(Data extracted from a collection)
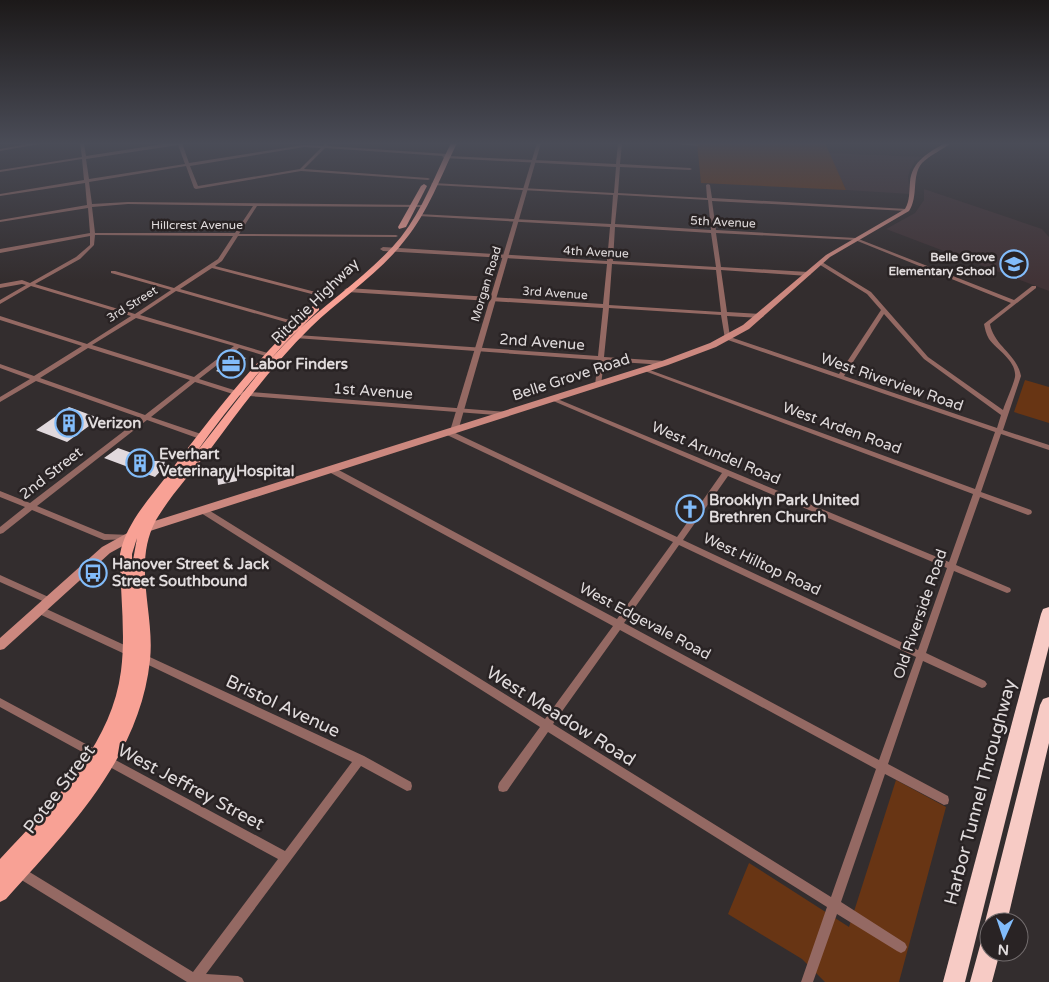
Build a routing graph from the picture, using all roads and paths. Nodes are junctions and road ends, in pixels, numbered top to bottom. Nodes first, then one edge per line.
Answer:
1 (38, 189) edge
2 (88, 189) edge
3 (426, 189) edge
4 (429, 189) edge
5 (526, 189) joint
6 (616, 189) edge
7 (708, 189) edge
8 (913, 189) edge
9 (616, 194) junction
10 (0, 195) edge
11 (709, 198) junction
12 (256, 204) junction
13 (90, 206) junction
14 (414, 206) junction
15 (423, 206) junction
16 (906, 210) junction
17 (418, 215) junction
18 (516, 220) junction
19 (0, 221) edge
20 (613, 226) junction
21 (714, 231) junction
22 (93, 234) junction
23 (236, 235) junction
24 (396, 236) junction
25 (856, 239) junction
26 (383, 249) junction
27 (393, 250) junction
28 (0, 251) edge
29 (506, 256) junction
30 (610, 263) junction
31 (820, 263) junction
32 (212, 266) junction
33 (718, 269) junction
34 (113, 272) dead end
35 (808, 274) junction
36 (32, 285) junction
37 (0, 286) edge
38 (1034, 287) dead end
39 (176, 289) junction
40 (347, 290) junction
41 (329, 297) junction
42 (493, 299) junction
43 (0, 302) edge
44 (1014, 302) junction
45 (606, 306) junction
46 (884, 310) junction
47 (724, 314) junction
48 (135, 316) junction
49 (761, 316) junction
50 (0, 318) edge
51 (298, 324) junction
52 (297, 337) junction
53 (727, 338) junction
54 (86, 345) junction
55 (238, 346) junction
56 (478, 350) junction
57 (269, 355) junction
58 (601, 358) junction
59 (665, 363) junction
60 (0, 366) edge
61 (645, 370) junction
62 (34, 378) junction
63 (840, 378) junction
64 (195, 380) junction
65 (598, 385) junction
66 (236, 393) junction
67 (249, 394) junction
68 (553, 399) junction
69 (0, 400) edge
70 (460, 410) junction
71 (507, 414) junction
72 (1004, 414) junction
73 (146, 418) junction
74 (999, 431) junction
75 (451, 432) junction
76 (202, 437) junction
77 (1049, 448) edge
78 (332, 470) junction
79 (727, 472) junction
80 (977, 493) junction
81 (0, 494) edge
82 (31, 507) junction
83 (204, 511) junction
84 (1028, 512) dead end
85 (146, 528) junction
86 (0, 531) edge
87 (130, 537) junction
88 (678, 541) junction
89 (139, 550) joint
90 (952, 566) junction
91 (0, 578) edge
92 (1008, 590) dead end
93 (50, 601) junction
94 (40, 610) junction
95 (1049, 614) edge
96 (619, 624) junction
97 (0, 645) edge
98 (130, 652) junction
99 (921, 656) junction
100 (144, 658) junction
101 (982, 684) dead end
102 (0, 702) edge
103 (1049, 705) edge
104 (547, 726) junction
105 (102, 759) junction
106 (360, 760) junction
107 (883, 766) junction
108 (406, 786) dead end
109 (503, 787) dead end
110 (944, 800) dead end
111 (287, 858) junction
112 (6, 867) edge
113 (0, 893) edge
114 (834, 906) junction
115 (998, 912) edge
116 (901, 947) dead end
117 (986, 962) edge
118 (808, 980) edge
119 (194, 981) edge
120 (238, 982) edge
121 (954, 982) edge
122 (981, 982) edge

1 - 10 street
2 - 13 street
3 - 14 main road, Ritchie Highway
4 - 15 main road, Ritchie Highway
5 - 9 street
5 - 18 street, Morgan Road
6 - 9 street
7 - 11 street
8 - 16 main road
9 - 11 street
9 - 20 street
11 - 16 street
11 - 21 street
12 - 13 street
12 - 14 street
12 - 23 street, 3rd Street
13 - 19 street
13 - 22 street
14 - 15 street
14 - 24 main road, Ritchie Highway
15 - 17 main road, Ritchie Highway
16 - 25 main road, Belle Grove Road
17 - 18 street, 5th Avenue
17 - 27 main road, Ritchie Highway
18 - 20 street, 5th Avenue
18 - 29 street, Morgan Road
20 - 21 street, 5th Avenue
20 - 30 street
21 - 25 street, 5th Avenue
21 - 33 street
22 - 23 street, Hillcrest Avenue
22 - 28 street, Hillcrest Avenue
22 - 36 street
23 - 24 street, Hillcrest Avenue
23 - 32 street, 3rd Street
24 - 26 main road, Ritchie Highway
25 - 31 main road, Belle Grove Road
25 - 44 street, 5th Avenue
26 - 27 street, 4th Avenue
26 - 41 main road, Ritchie Highway
27 - 29 street, 4th Avenue
27 - 40 main road, Ritchie Highway
29 - 30 street, 4th Avenue
29 - 42 street, Morgan Road
30 - 33 street, 4th Avenue
30 - 45 street
31 - 35 main road, Belle Grove Road
31 - 46 street
32 - 39 street, 3rd Street
32 - 41 street
33 - 35 street, 4th Avenue
33 - 47 street
34 - 39 street
35 - 49 main road, Belle Grove Road
36 - 37 street
36 - 43 street
36 - 48 street
38 - 44 street, Old Riverside Road
39 - 48 street, 3rd Street
39 - 51 street
40 - 42 street, 3rd Avenue
40 - 52 main road, Ritchie Highway
41 - 51 main road, Ritchie Highway
42 - 45 street, 3rd Avenue
42 - 56 street, Morgan Road
44 - 72 street, Old Riverside Road
45 - 47 street, 3rd Avenue
45 - 58 street
46 - 63 street
46 - 72 street
47 - 49 street, 3rd Avenue
47 - 53 street
48 - 54 street, 3rd Street
48 - 55 street
49 - 53 main road, Belle Grove Road
50 - 54 street, 1st Avenue
51 - 57 main road, Ritchie Highway
52 - 56 street, 2nd Avenue
52 - 67 main road, Ritchie Highway
53 - 59 main road, Belle Grove Road
53 - 63 street, West Riverview Road
54 - 62 street, 3rd Street
54 - 64 street, 1st Avenue
55 - 57 street
55 - 64 street, 2nd Street
56 - 58 street, 2nd Avenue
56 - 70 street, Morgan Road
57 - 66 main road, Ritchie Highway
58 - 59 street, 2nd Avenue
58 - 65 street
59 - 61 main road, Belle Grove Road
60 - 62 street
61 - 65 main road, Belle Grove Road
61 - 80 street, West Arden Road
62 - 69 street, 3rd Street
62 - 73 street
63 - 74 street, West Riverview Road
64 - 66 street, 1st Avenue
64 - 73 street, 2nd Street
65 - 68 main road, Belle Grove Road
66 - 67 street, 1st Avenue
66 - 76 main road, Ritchie Highway
67 - 70 street, 1st Avenue
67 - 85 main road, Ritchie Highway
68 - 71 main road, Belle Grove Road
68 - 79 street, West Arundel Road
70 - 71 street, 1st Avenue
70 - 75 street, Morgan Road
71 - 75 main road, Belle Grove Road
72 - 74 street, Old Riverside Road
73 - 76 street
73 - 82 street, 2nd Street
74 - 77 street, West Riverview Road
74 - 80 street, Old Riverside Road
75 - 78 main road, Belle Grove Road
75 - 88 street, West Hilltop Road
76 - 87 main road, Ritchie Highway
78 - 83 main road, Belle Grove Road
78 - 96 street, West Edgevale Road
79 - 88 street
79 - 90 street, West Arundel Road
80 - 84 street, West Arden Road
80 - 90 street, Old Riverside Road
81 - 82 street
82 - 86 street, 2nd Street
82 - 87 street
83 - 85 main road, Belle Grove Road
83 - 104 street, West Meadow Road
85 - 87 main road, Belle Grove Road
85 - 89 main road, Ritchie Highway
87 - 93 main road, Belle Grove Road
87 - 98 main road, Potee Street
88 - 96 street
88 - 99 street, West Hilltop Road
89 - 100 main road, Potee Street
90 - 92 street, West Arundel Road
90 - 99 street, Old Riverside Road
91 - 93 street
93 - 94 main road, Belle Grove Road
94 - 97 main road, Belle Grove Road
94 - 98 street, Bristol Avenue
95 - 121 highway, Harbor Tunnel Throughway
96 - 104 street
96 - 107 street, West Edgevale Road
98 - 100 street, Bristol Avenue
98 - 105 main road, Potee Street
99 - 101 street, West Hilltop Road
99 - 107 street, Old Riverside Road
100 - 105 main road, Potee Street
100 - 106 street, Bristol Avenue
102 - 105 street, West Jeffrey Street
103 - 115 highway
104 - 109 street
104 - 114 street, West Meadow Road
105 - 111 street, West Jeffrey Street
105 - 112 main road, Potee Street
106 - 108 street, Bristol Avenue
106 - 111 street
107 - 110 street, West Edgevale Road
107 - 114 street, Old Riverside Road
111 - 119 street
112 - 113 main road, Potee Street
112 - 119 street
114 - 116 street, West Meadow Road
114 - 118 street, Old Riverside Road
117 - 122 highway
119 - 120 street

• _EXERCISE INSTRUCTIONS_
Show the lines of the data that hold the word "Bristol".

• _SOLUTION FOR THIS PROBLEM_
94 - 98 street, Bristol Avenue
98 - 100 street, Bristol Avenue
100 - 106 street, Bristol Avenue
106 - 108 street, Bristol Avenue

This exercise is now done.